Мы вернулись к другим купе.
– Можете больше не проверять, – сказал он, – там, скорее всего, всё то же. Газ пустили через вентиляцию. Может быть, в нашем вагоне она была неисправна.
– Значит, нам повезло?
– У нас половина трупов, ещё непонятно, кому повезло.
– И сколько они так проспят?
– Зависит от концентрации. Но, может, оно и лучше.
– Это ещё почему?
– Они не видели того, что видели мы.
А он был прав – они просто уснули, и кошмар не добрался до них.
Полянский направился дальше, будто не было ничего необычного в целом вагоне спящих людей. Хотя, может, из всех этих странностей эта – самая невинная странность.
– Подождите, – дёрнул я его за рукав. – Что вы видели там, в том вагоне?
Он опустил взгляд в пол, потом поднял и еле проговорил:
– Своё прошлое.
Я молчал. Галлюцинации? Бред? Чёрт возьми, Полянский тоже сходил с ума?
– Так страшно смотреть в своё прошлое?
– Нет, – сказал доктор, – страшнее, когда оно смотрит на тебя. И противно, аж до тошноты.
Полянский отдёрнул руку и пошёл из вагона. Он был прав. Я ничего не сказал, только поплёлся за ним.
Следующий вагон был багажный. В нем было ещё холоднее, чем в предыдущем. Сильный ветер пронизывал до костей, поднимал бирки с чемоданов, чемоданами было заполнено всё. Я споткнулся об один из них и выругался.
– Осторожнее, – обернулся Полянский.
Не успел я сделать и шага, как споткнулся опять.
– Да что с вами, Берроу! – шикнул он на меня.
Я всмотрелся и замер. Это были не чьи-то вещи. В сумраке багажного вагона из-под горы чемоданов и сумок торчали мужские ноги.
Мистер Лембек – понял я.
Мы разгребли холодное тело. Оно оказалось живым.

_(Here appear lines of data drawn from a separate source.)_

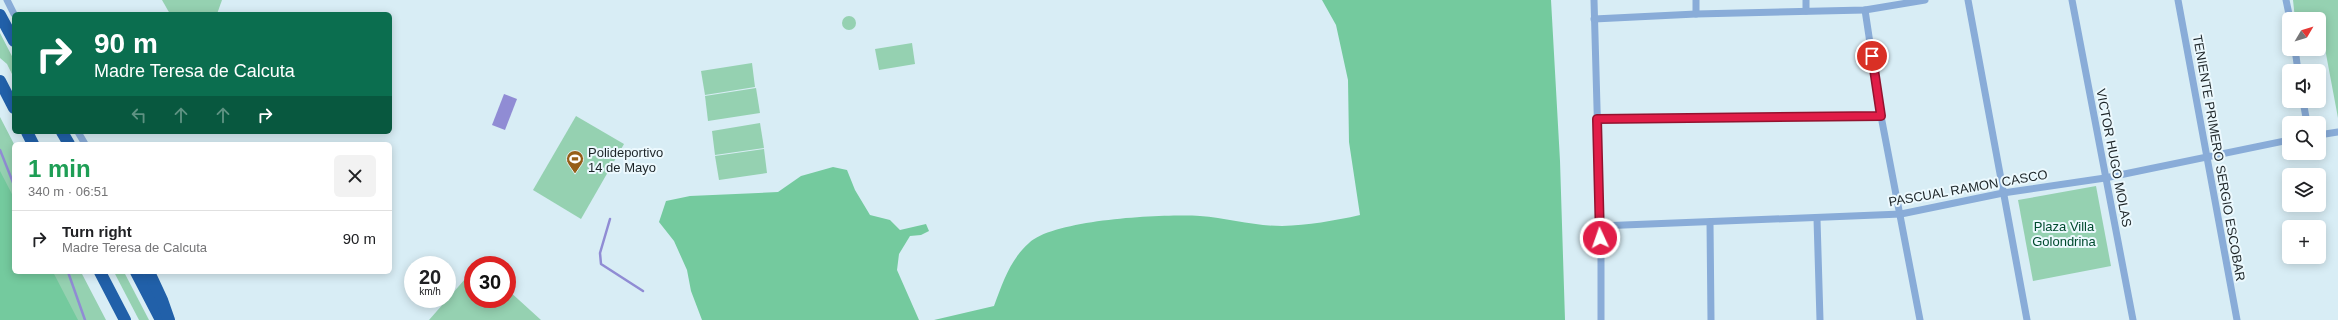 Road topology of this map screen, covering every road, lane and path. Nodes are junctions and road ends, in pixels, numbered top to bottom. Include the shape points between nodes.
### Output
1 (7, 0) edge
2 (1594, 0) edge
3 (1696, 0) edge
4 (1806, 0) edge
5 (1921, 0) edge
6 (1968, 0) edge
7 (2072, 0) edge
8 (2178, 0) edge
9 (2286, 0) edge
10 (1864, 10) junction
11 (1806, 11) junction
12 (13, 12) edge
13 (2289, 12) edge
14 (1696, 14) junction
15 (0, 15) edge
16 (1594, 19) junction
17 (12, 37) edge
18 (0, 81) edge
19 (12, 104) edge
20 (1881, 116) junction
21 (1597, 119) junction
22 (2338, 132) edge
23 (2326, 134) edge
24 (2282, 141) edge
25 (2207, 156) junction
26 (2105, 178) junction
27 (2003, 193) junction
28 (1900, 214) junction
29 (1817, 218) junction
30 (1710, 222) junction
31 (1599, 226) junction
32 (101, 274) edge
33 (137, 274) edge
34 (150, 274) edge
35 (125, 320) edge
36 (161, 320) edge
37 (169, 320) edge
38 (1601, 320) edge
39 (1711, 320) edge
40 (1820, 320) edge
41 (1920, 320) edge
42 (2027, 320) edge
43 (2133, 320) edge
44 (2237, 320) edge

1 - 12 street
2 - 16 street
3 - 14 street
4 - 11 street
5 - 10 street
6 - 27 street
7 - 26 street, VICTOR HUGO MOLAS
8 - 25 street, TENIENTE PRIMERO SERGIO ESCOBAR
9 - 13 street
10 - 11 street
10 - 20 street
11 - 14 street
14 - 16 street
15 - 17 highway
16 - 21 street
18 - 19 highway
20 - 21 street
20 - 28 street
21 - 31 street
22 - 23 street
24 - 25 street, PASCUAL RAMON CASCO
25 - 26 street, PASCUAL RAMON CASCO
25 - 44 street, TENIENTE PRIMERO SERGIO ESCOBAR
26 - 27 street, PASCUAL RAMON CASCO
26 - 43 street, VICTOR HUGO MOLAS
27 - 28 street, PASCUAL RAMON CASCO
27 - 42 street
28 - 29 street, PASCUAL RAMON CASCO
28 - 41 street
29 - 30 street, PASCUAL RAMON CASCO
29 - 40 street
30 - 31 street, PASCUAL RAMON CASCO
30 - 39 street
31 - 38 street
32 - 35 highway
33 - 36 highway
34 - 37 highway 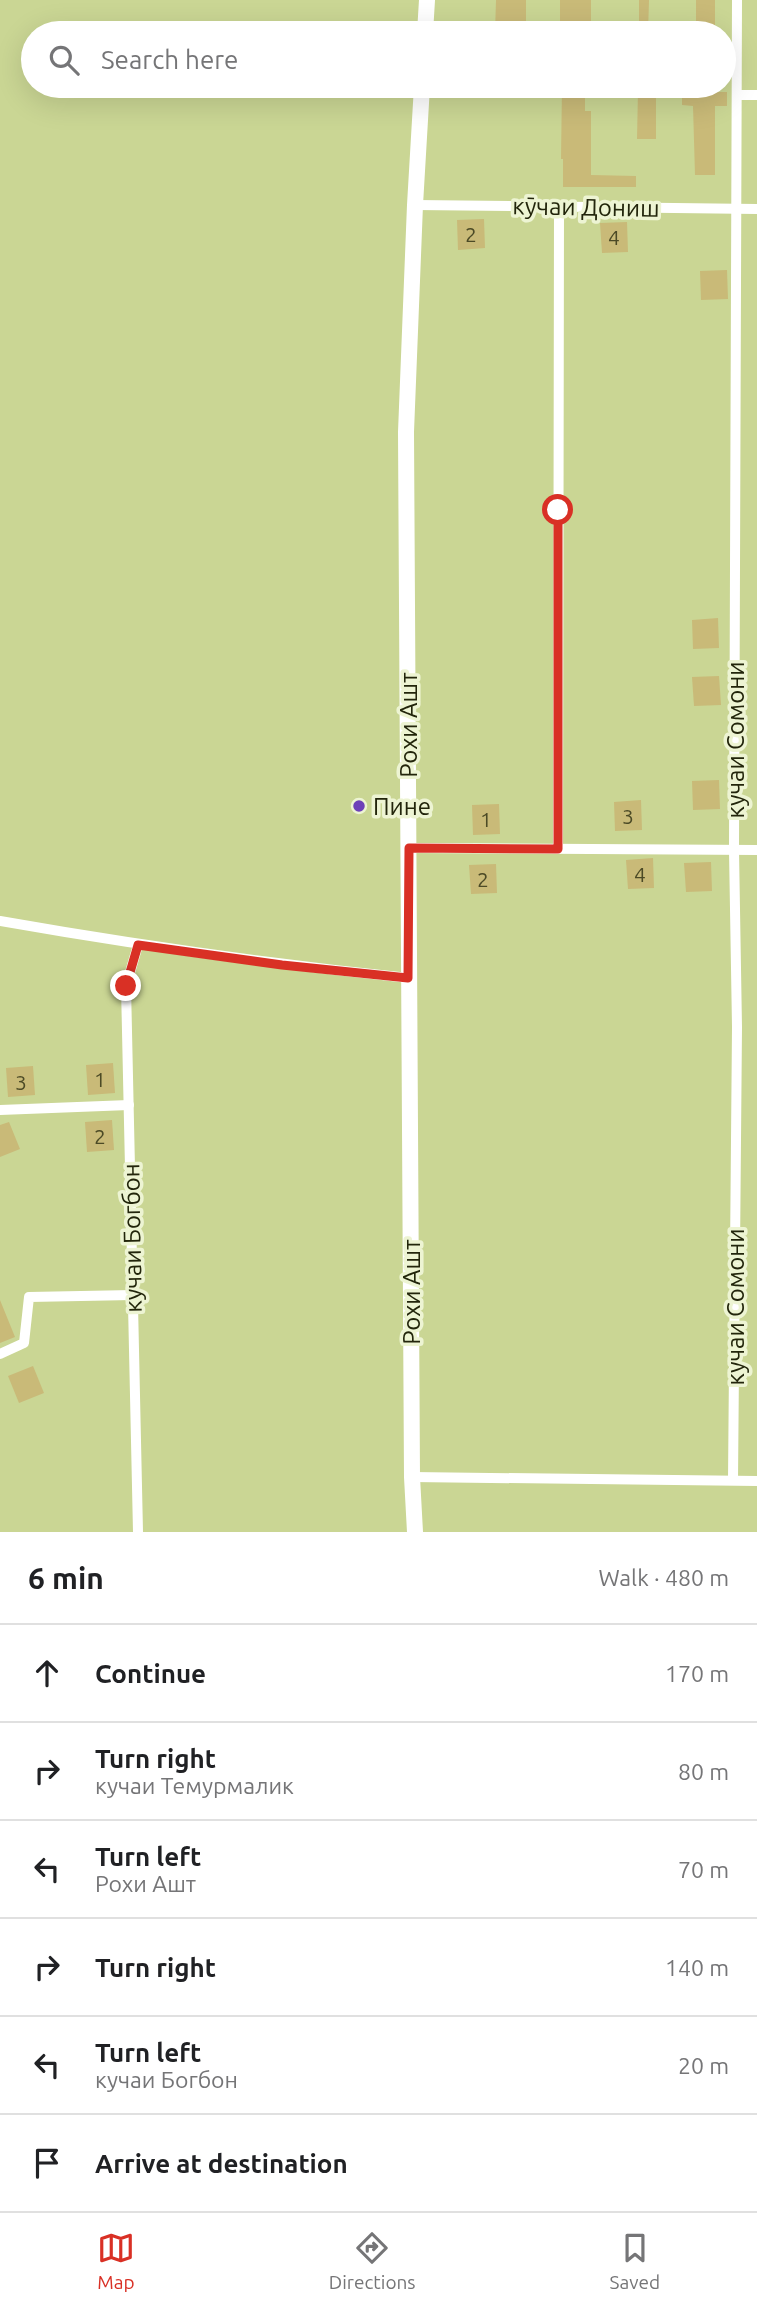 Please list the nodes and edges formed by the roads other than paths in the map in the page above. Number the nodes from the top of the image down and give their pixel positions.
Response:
1 (427, 0) edge
2 (737, 0) edge
3 (426, 21) edge
4 (737, 95) junction
5 (757, 95) edge
6 (421, 98) edge
7 (415, 205) junction
8 (559, 207) junction
9 (738, 209) junction
10 (757, 209) edge
11 (409, 848) junction
12 (558, 849) junction
13 (734, 850) junction
14 (757, 850) edge
15 (0, 921) edge
16 (138, 945) junction
17 (408, 978) junction
18 (129, 1105) junction
19 (0, 1110) edge
20 (133, 1295) junction
21 (0, 1354) edge
22 (412, 1476) junction
23 (733, 1480) junction
24 (757, 1481) edge
25 (138, 1532) edge
26 (415, 1532) edge

1 - 3 main road
2 - 4 street, кучаи Сомони
4 - 5 street
4 - 9 street, кучаи Сомони
6 - 7 main road, Рохи Ашт
7 - 8 street, кӯчаи Дониш
7 - 11 main road, Рохи Ашт
8 - 9 street, кӯчаи Дониш
8 - 12 street
9 - 10 street, кӯчаи Дониш
9 - 13 street, кучаи Сомони
11 - 12 street
11 - 17 main road, Рохи Ашт
12 - 13 street
13 - 14 street
13 - 23 street, кучаи Сомони
15 - 16 street
16 - 17 street
16 - 18 street, кучаи Богбон
17 - 22 main road, Рохи Ашт
18 - 19 street
18 - 20 street, кучаи Богбон
20 - 21 street
20 - 25 street, кучаи Богбон
22 - 23 street
22 - 26 main road, Рохи Ашт
23 - 24 street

Ноги его зашевелились, глаза зажмурились, открылись, начали часто моргать.
– Что произошло? – спросил его доктор.
– Я не знаю, ужасно болит голова, – дотронулся он до лба. – По-моему, на меня напали.
– У вас там приличная шишка.
Пока Полянский возился с Лембеком, я пошёл на шум ветра. И чем ближе я подходил, тем сильнее он становился.
Не пройдя и половины вагона, я понял, что багажная дверь в нём была не закрыта. У самого края, держась за поручень, стояла Хосефа. Худая, будто прозрачная. Волосы её путались и развевались, она вся дрожала на холодном ветру.
У меня пересохло в горле. Я знал, что не надо пугать, но даже если окликнуть, она меня не услышит – ветер оглушал здесь всё.
Мне до неё оставалось каких-то два метра, когда она сделала шаг. Я ринулся к ней. Не успела она разжать пальцы, как я схватил её за руку и, еле удержав себя другой рукой, сам повис вниз над мчащимся вагоном. Только сейчас я увидел, что мы были на мосту.
У меня вспотели ладони.
– Держитесь! – кричал я, но она и не пыталась спастись. Так и висела как кукла. Её тянуло туда – под самые колёса вагона. Ещё немного, и искрящийся жёрнов перемолол бы её всю. Доктор схватил меня сзади.
– Держитесь, Берроу!
Меня держали двое, с обеих сторон, я схватил её второй рукой. Глаза Хосефы вдруг заблестели, и она тоже схватила меня за запястье, за то самое место, где были часы. Золотой браслет щёлкнул, часы расстегнулись и так и повисли на мне.
Как бы я ни тянул Хосефу, ничего не выходило – слишком сильный был ветер, он толкал её на меня, но её заносило под поезд.
– Выше локтя! – кричал мне Полянский. – Возьмите её выше локтя!
Нужно было лишь переставить руку и схватить её у предплечья. Иначе не удержать.